--- Extracted material ---

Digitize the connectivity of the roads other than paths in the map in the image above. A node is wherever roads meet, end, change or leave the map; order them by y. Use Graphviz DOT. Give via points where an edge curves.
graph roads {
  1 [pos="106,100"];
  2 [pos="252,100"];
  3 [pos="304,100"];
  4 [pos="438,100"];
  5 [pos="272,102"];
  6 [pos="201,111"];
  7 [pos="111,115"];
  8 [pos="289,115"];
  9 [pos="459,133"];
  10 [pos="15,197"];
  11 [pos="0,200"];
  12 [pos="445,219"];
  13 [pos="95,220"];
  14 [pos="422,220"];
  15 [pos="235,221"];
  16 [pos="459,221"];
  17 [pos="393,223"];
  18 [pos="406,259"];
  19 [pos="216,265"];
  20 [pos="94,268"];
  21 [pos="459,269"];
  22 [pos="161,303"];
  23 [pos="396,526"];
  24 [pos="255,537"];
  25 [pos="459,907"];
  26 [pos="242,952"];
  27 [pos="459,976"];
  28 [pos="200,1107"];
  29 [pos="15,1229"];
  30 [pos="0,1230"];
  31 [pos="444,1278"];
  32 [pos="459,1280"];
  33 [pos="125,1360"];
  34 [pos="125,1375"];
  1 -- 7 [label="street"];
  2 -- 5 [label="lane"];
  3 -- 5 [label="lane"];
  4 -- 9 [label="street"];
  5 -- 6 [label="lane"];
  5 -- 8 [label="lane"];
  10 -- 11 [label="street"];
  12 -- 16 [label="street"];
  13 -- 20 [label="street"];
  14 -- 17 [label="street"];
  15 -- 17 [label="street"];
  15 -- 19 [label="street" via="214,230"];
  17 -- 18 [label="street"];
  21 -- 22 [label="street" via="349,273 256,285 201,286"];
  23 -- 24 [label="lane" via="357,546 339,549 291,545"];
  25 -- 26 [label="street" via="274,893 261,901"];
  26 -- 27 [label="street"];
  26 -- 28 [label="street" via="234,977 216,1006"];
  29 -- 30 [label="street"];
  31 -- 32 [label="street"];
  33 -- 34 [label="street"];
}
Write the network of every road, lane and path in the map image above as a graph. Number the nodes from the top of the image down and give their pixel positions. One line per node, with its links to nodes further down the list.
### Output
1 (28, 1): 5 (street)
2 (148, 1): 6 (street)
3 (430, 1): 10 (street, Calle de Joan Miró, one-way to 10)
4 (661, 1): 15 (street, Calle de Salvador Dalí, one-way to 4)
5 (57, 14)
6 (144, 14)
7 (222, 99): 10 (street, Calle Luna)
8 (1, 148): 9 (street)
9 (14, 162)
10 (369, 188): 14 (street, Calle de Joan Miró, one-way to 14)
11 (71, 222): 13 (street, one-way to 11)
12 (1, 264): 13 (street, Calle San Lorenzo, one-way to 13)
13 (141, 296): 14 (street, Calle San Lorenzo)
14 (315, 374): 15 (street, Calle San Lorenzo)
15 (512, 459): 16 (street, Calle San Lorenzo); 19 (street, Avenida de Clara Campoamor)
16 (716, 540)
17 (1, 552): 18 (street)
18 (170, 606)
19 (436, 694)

---

Work request
Make an exact transcription of all the records.

Response to the task
Digitize the connectivity of the roads other than paths in the map in the image above. A node is wherever roads meet, end, change or leave the map; order them by y. Use Graphviz DOT. Give via points where an edge curves.
graph roads {
  1 [pos="106,100"];
  2 [pos="252,100"];
  3 [pos="304,100"];
  4 [pos="438,100"];
  5 [pos="272,102"];
  6 [pos="201,111"];
  7 [pos="111,115"];
  8 [pos="289,115"];
  9 [pos="459,133"];
  10 [pos="15,197"];
  11 [pos="0,200"];
  12 [pos="445,219"];
  13 [pos="95,220"];
  14 [pos="422,220"];
  15 [pos="235,221"];
  16 [pos="459,221"];
  17 [pos="393,223"];
  18 [pos="406,259"];
  19 [pos="216,265"];
  20 [pos="94,268"];
  21 [pos="459,269"];
  22 [pos="161,303"];
  23 [pos="396,526"];
  24 [pos="255,537"];
  25 [pos="459,907"];
  26 [pos="242,952"];
  27 [pos="459,976"];
  28 [pos="200,1107"];
  29 [pos="15,1229"];
  30 [pos="0,1230"];
  31 [pos="444,1278"];
  32 [pos="459,1280"];
  33 [pos="125,1360"];
  34 [pos="125,1375"];
  1 -- 7 [label="street"];
  2 -- 5 [label="lane"];
  3 -- 5 [label="lane"];
  4 -- 9 [label="street"];
  5 -- 6 [label="lane"];
  5 -- 8 [label="lane"];
  10 -- 11 [label="street"];
  12 -- 16 [label="street"];
  13 -- 20 [label="street"];
  14 -- 17 [label="street"];
  15 -- 17 [label="street"];
  15 -- 19 [label="street" via="214,230"];
  17 -- 18 [label="street"];
  21 -- 22 [label="street" via="349,273 256,285 201,286"];
  23 -- 24 [label="lane" via="357,546 339,549 291,545"];
  25 -- 26 [label="street" via="274,893 261,901"];
  26 -- 27 [label="street"];
  26 -- 28 [label="street" via="234,977 216,1006"];
  29 -- 30 [label="street"];
  31 -- 32 [label="street"];
  33 -- 34 [label="street"];
}
Write the network of every road, lane and path in the map image above as a graph. Number the nodes from the top of the image down and give their pixel positions. One line per node, with its links to nodes further down the list.
### Output
1 (28, 1): 5 (street)
2 (148, 1): 6 (street)
3 (430, 1): 10 (street, Calle de Joan Miró, one-way to 10)
4 (661, 1): 15 (street, Calle de Salvador Dalí, one-way to 4)
5 (57, 14)
6 (144, 14)
7 (222, 99): 10 (street, Calle Luna)
8 (1, 148): 9 (street)
9 (14, 162)
10 (369, 188): 14 (street, Calle de Joan Miró, one-way to 14)
11 (71, 222): 13 (street, one-way to 11)
12 (1, 264): 13 (street, Calle San Lorenzo, one-way to 13)
13 (141, 296): 14 (street, Calle San Lorenzo)
14 (315, 374): 15 (street, Calle San Lorenzo)
15 (512, 459): 16 (street, Calle San Lorenzo); 19 (street, Avenida de Clara Campoamor)
16 (716, 540)
17 (1, 552): 18 (street)
18 (170, 606)
19 (436, 694)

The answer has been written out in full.